[Stored data]
-- -- --
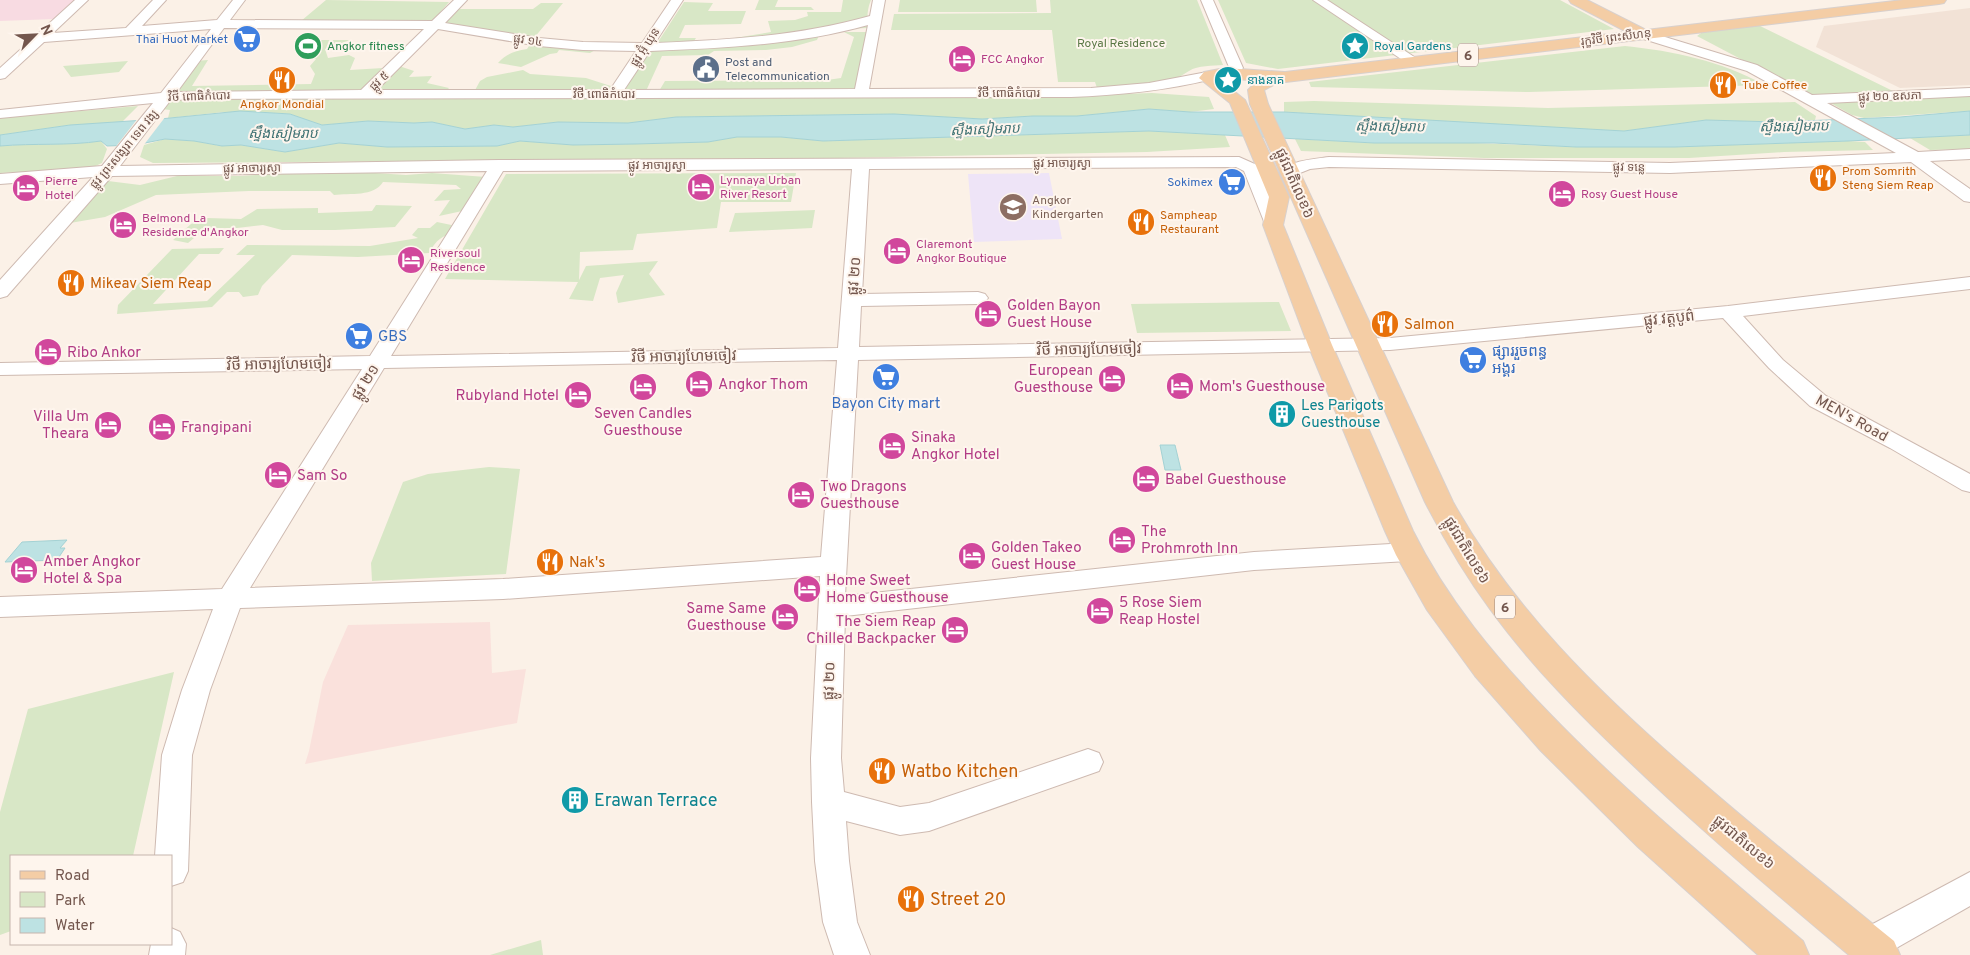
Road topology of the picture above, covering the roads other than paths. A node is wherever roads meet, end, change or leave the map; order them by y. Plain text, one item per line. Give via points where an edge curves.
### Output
1 (82, 0) edge
2 (160, 0) edge
3 (239, 0) edge
4 (461, 0) edge
5 (676, 0) edge
6 (879, 0) edge
7 (1207, 0) edge
8 (1320, 0) edge
9 (1326, 0) edge
10 (1576, 0) edge
11 (1939, 0) edge
12 (221, 24) junction
13 (873, 24) junction
14 (436, 25) junction
15 (1692, 29) junction
16 (132, 30) junction
17 (1642, 34) junction
18 (43, 38) junction
19 (646, 46) junction
20 (1415, 62) junction
21 (1752, 68) junction
22 (1231, 73) junction
23 (0, 75) edge
24 (1207, 76) junction
25 (1294, 76) junction
26 (1970, 92) edge
27 (365, 94) junction
28 (614, 94) junction
29 (861, 94) junction
30 (167, 96) junction
31 (1810, 99) junction
32 (1257, 100) junction
33 (0, 114) edge
34 (1970, 154) edge
35 (1912, 155) junction
36 (1276, 156) junction
37 (861, 164) junction
38 (499, 165) junction
39 (107, 171) junction
40 (0, 179) edge
41 (1970, 197) edge
42 (1273, 225) junction
43 (1970, 283) edge
44 (0, 292) edge
45 (978, 298) dead end
46 (852, 300) junction
47 (1728, 312) junction
48 (1320, 345) junction
49 (1368, 345) junction
50 (849, 353) junction
51 (377, 362) junction
52 (0, 369) edge
53 (1970, 484) edge
54 (1408, 552) junction
55 (833, 566) junction
56 (230, 599) junction
57 (0, 607) edge
58 (833, 607) junction
59 (1088, 762) dead end
60 (828, 802) junction
61 (172, 855) edge
62 (1970, 888) edge
63 (1874, 950) edge
64 (852, 955) edge
65 (1789, 955) edge

1 - 18 street
2 - 16 street
3 - 12 street, ផ្លូវ ព្រះសង្ឃរា ទេព វង្ស
4 - 14 street, ផ្លូវ ៥
5 - 19 street, ផ្លូវ អ៊ុំ ឃុន
6 - 13 street
7 - 22 street via 1236,68
8 - 9 street
8 - 20 street
10 - 17 main road
11 - 15 main road, រុក្ខវិថី ព្រះសីហនុ
12 - 14 street, ផ្លូវ ១៤
12 - 16 street, ផ្លូវ ១៤
12 - 30 street, ផ្លូវ ព្រះសង្ឃរា ទេព វង្ស
13 - 19 street, ផ្លូវ ១៤ via 781,38
13 - 29 street
14 - 19 street, ផ្លូវ ១៤ via 539,42
14 - 27 street, ផ្លូវ ៥
15 - 17 main road, រុក្ខវិថី ព្រះសីហនុ
15 - 21 street via 1692,35 1698,40
16 - 18 street, ផ្លូវ ១៤
17 - 20 main road, រុក្ខវិថី ព្រះសីហនុ / 6
17 - 21 street
18 - 23 street
19 - 28 street, ផ្លូវ អ៊ុំ ឃុន
20 - 25 main road, រុក្ខវិថី ព្រះសីហនុ / 6
21 - 31 street
22 - 24 main road, 6
22 - 25 main road, 6
22 - 32 main road, ផ្លូវជាតិលេខ៦ via 1246,80
24 - 29 street, វិថី ពោធិកំបោរ via 1158,87 1105,92
24 - 36 main road, ផ្លូវជាតិលេខ៦ / 6 via 1208,81 1234,97
25 - 32 main road, 6 via 1261,84 1256,90
26 - 31 street, ផ្លូវ ២០ ឧសភា
27 - 28 street, វិថី ពោធិកំបោរ
27 - 30 street, វិថី ពោធិកំបោរ
28 - 29 street, វិថី ពោធិកំបោរ
30 - 33 street, វិថី ពោធិកំបោរ
30 - 39 street, ផ្លូវ ព្រះសង្ឃរា ទេព វង្ស
31 - 35 street
32 - 36 main road, ផ្លូវជាតិលេខ៦ / 6
34 - 35 street, ផ្លូវ ទន្លេ
35 - 36 street, ផ្លូវ ទន្លេ via 1670,168 1322,163 1300,167
35 - 41 street
36 - 42 main road, ផ្លូវជាតិលេខ៦ / 6 via 1279,197
36 - 49 main road, ផ្លូវជាតិលេខ៦ / 6
37 - 38 street, ផ្លូវ អាចារ្យស្វា
37 - 42 street, ផ្លូវ អាចារ្យស្វា via 1239,162 1251,168
37 - 46 street, ផ្លូវ ២០
38 - 39 street, ផ្លូវ អាចារ្យស្វា
38 - 51 street, ផ្លូវ ២១
39 - 40 street, ផ្លូវ អាចារ្យស្វា
39 - 44 street, ផ្លូវ ព្រះសង្ឃរា ទេព វង្ស
42 - 48 main road
43 - 47 street, ផ្លូវ វត្តបូព៌
45 - 46 street
46 - 50 street, ផ្លូវ ២០
47 - 49 street, ផ្លូវ វត្តបូព៌
47 - 53 street, MEN's Road via 1776,364 1818,401
48 - 49 street, វិថី អាចារ្យហែមចៀវ
48 - 50 street, វិថី អាចារ្យហែមចៀវ
48 - 54 main road
49 - 63 main road, ផ្លូវជាតិលេខ៦ / 6 via 1452,528 1480,573 1545,656 1658,766
50 - 51 street, វិថី អាចារ្យហែមចៀវ
50 - 55 street, ផ្លូវ ២០
51 - 52 street, វិថី អាចារ្យហែមចៀវ
51 - 56 street, ផ្លូវ ២១
54 - 58 street via 1254,561
54 - 65 main road via 1453,624 1489,670 1548,734 1617,804
55 - 56 street via 503,589
55 - 58 street, ផ្លូវ ២០
56 - 57 street
56 - 61 street, ផ្លូវ ២១ via 196,690 177,755
58 - 60 street, ផ្លូវ ២០ via 826,750
59 - 60 street via 929,818 900,821
60 - 64 street, ផ្លូវ ២០ via 840,922
62 - 63 street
-- -- --
#### Brief:
Print out every record above exactly as given. Do not include the pictures.

#### Written solution:
Road topology of the picture above, covering the roads other than paths. A node is wherever roads meet, end, change or leave the map; order them by y. Plain text, one item per line. Give via points where an edge curves.
### Output
1 (82, 0) edge
2 (160, 0) edge
3 (239, 0) edge
4 (461, 0) edge
5 (676, 0) edge
6 (879, 0) edge
7 (1207, 0) edge
8 (1320, 0) edge
9 (1326, 0) edge
10 (1576, 0) edge
11 (1939, 0) edge
12 (221, 24) junction
13 (873, 24) junction
14 (436, 25) junction
15 (1692, 29) junction
16 (132, 30) junction
17 (1642, 34) junction
18 (43, 38) junction
19 (646, 46) junction
20 (1415, 62) junction
21 (1752, 68) junction
22 (1231, 73) junction
23 (0, 75) edge
24 (1207, 76) junction
25 (1294, 76) junction
26 (1970, 92) edge
27 (365, 94) junction
28 (614, 94) junction
29 (861, 94) junction
30 (167, 96) junction
31 (1810, 99) junction
32 (1257, 100) junction
33 (0, 114) edge
34 (1970, 154) edge
35 (1912, 155) junction
36 (1276, 156) junction
37 (861, 164) junction
38 (499, 165) junction
39 (107, 171) junction
40 (0, 179) edge
41 (1970, 197) edge
42 (1273, 225) junction
43 (1970, 283) edge
44 (0, 292) edge
45 (978, 298) dead end
46 (852, 300) junction
47 (1728, 312) junction
48 (1320, 345) junction
49 (1368, 345) junction
50 (849, 353) junction
51 (377, 362) junction
52 (0, 369) edge
53 (1970, 484) edge
54 (1408, 552) junction
55 (833, 566) junction
56 (230, 599) junction
57 (0, 607) edge
58 (833, 607) junction
59 (1088, 762) dead end
60 (828, 802) junction
61 (172, 855) edge
62 (1970, 888) edge
63 (1874, 950) edge
64 (852, 955) edge
65 (1789, 955) edge

1 - 18 street
2 - 16 street
3 - 12 street, ផ្លូវ ព្រះសង្ឃរា ទេព វង្ស
4 - 14 street, ផ្លូវ ៥
5 - 19 street, ផ្លូវ អ៊ុំ ឃុន
6 - 13 street
7 - 22 street via 1236,68
8 - 9 street
8 - 20 street
10 - 17 main road
11 - 15 main road, រុក្ខវិថី ព្រះសីហនុ
12 - 14 street, ផ្លូវ ១៤
12 - 16 street, ផ្លូវ ១៤
12 - 30 street, ផ្លូវ ព្រះសង្ឃរា ទេព វង្ស
13 - 19 street, ផ្លូវ ១៤ via 781,38
13 - 29 street
14 - 19 street, ផ្លូវ ១៤ via 539,42
14 - 27 street, ផ្លូវ ៥
15 - 17 main road, រុក្ខវិថី ព្រះសីហនុ
15 - 21 street via 1692,35 1698,40
16 - 18 street, ផ្លូវ ១៤
17 - 20 main road, រុក្ខវិថី ព្រះសីហនុ / 6
17 - 21 street
18 - 23 street
19 - 28 street, ផ្លូវ អ៊ុំ ឃុន
20 - 25 main road, រុក្ខវិថី ព្រះសីហនុ / 6
21 - 31 street
22 - 24 main road, 6
22 - 25 main road, 6
22 - 32 main road, ផ្លូវជាតិលេខ៦ via 1246,80
24 - 29 street, វិថី ពោធិកំបោរ via 1158,87 1105,92
24 - 36 main road, ផ្លូវជាតិលេខ៦ / 6 via 1208,81 1234,97
25 - 32 main road, 6 via 1261,84 1256,90
26 - 31 street, ផ្លូវ ២០ ឧសភា
27 - 28 street, វិថី ពោធិកំបោរ
27 - 30 street, វិថី ពោធិកំបោរ
28 - 29 street, វិថី ពោធិកំបោរ
30 - 33 street, វិថី ពោធិកំបោរ
30 - 39 street, ផ្លូវ ព្រះសង្ឃរា ទេព វង្ស
31 - 35 street
32 - 36 main road, ផ្លូវជាតិលេខ៦ / 6
34 - 35 street, ផ្លូវ ទន្លេ
35 - 36 street, ផ្លូវ ទន្លេ via 1670,168 1322,163 1300,167
35 - 41 street
36 - 42 main road, ផ្លូវជាតិលេខ៦ / 6 via 1279,197
36 - 49 main road, ផ្លូវជាតិលេខ៦ / 6
37 - 38 street, ផ្លូវ អាចារ្យស្វា
37 - 42 street, ផ្លូវ អាចារ្យស្វា via 1239,162 1251,168
37 - 46 street, ផ្លូវ ២០
38 - 39 street, ផ្លូវ អាចារ្យស្វា
38 - 51 street, ផ្លូវ ២១
39 - 40 street, ផ្លូវ អាចារ្យស្វា
39 - 44 street, ផ្លូវ ព្រះសង្ឃរា ទេព វង្ស
42 - 48 main road
43 - 47 street, ផ្លូវ វត្តបូព៌
45 - 46 street
46 - 50 street, ផ្លូវ ២០
47 - 49 street, ផ្លូវ វត្តបូព៌
47 - 53 street, MEN's Road via 1776,364 1818,401
48 - 49 street, វិថី អាចារ្យហែមចៀវ
48 - 50 street, វិថី អាចារ្យហែមចៀវ
48 - 54 main road
49 - 63 main road, ផ្លូវជាតិលេខ៦ / 6 via 1452,528 1480,573 1545,656 1658,766
50 - 51 street, វិថី អាចារ្យហែមចៀវ
50 - 55 street, ផ្លូវ ២០
51 - 52 street, វិថី អាចារ្យហែមចៀវ
51 - 56 street, ផ្លូវ ២១
54 - 58 street via 1254,561
54 - 65 main road via 1453,624 1489,670 1548,734 1617,804
55 - 56 street via 503,589
55 - 58 street, ផ្លូវ ២០
56 - 57 street
56 - 61 street, ផ្លូវ ២១ via 196,690 177,755
58 - 60 street, ផ្លូវ ២០ via 826,750
59 - 60 street via 929,818 900,821
60 - 64 street, ផ្លូវ ២០ via 840,922
62 - 63 street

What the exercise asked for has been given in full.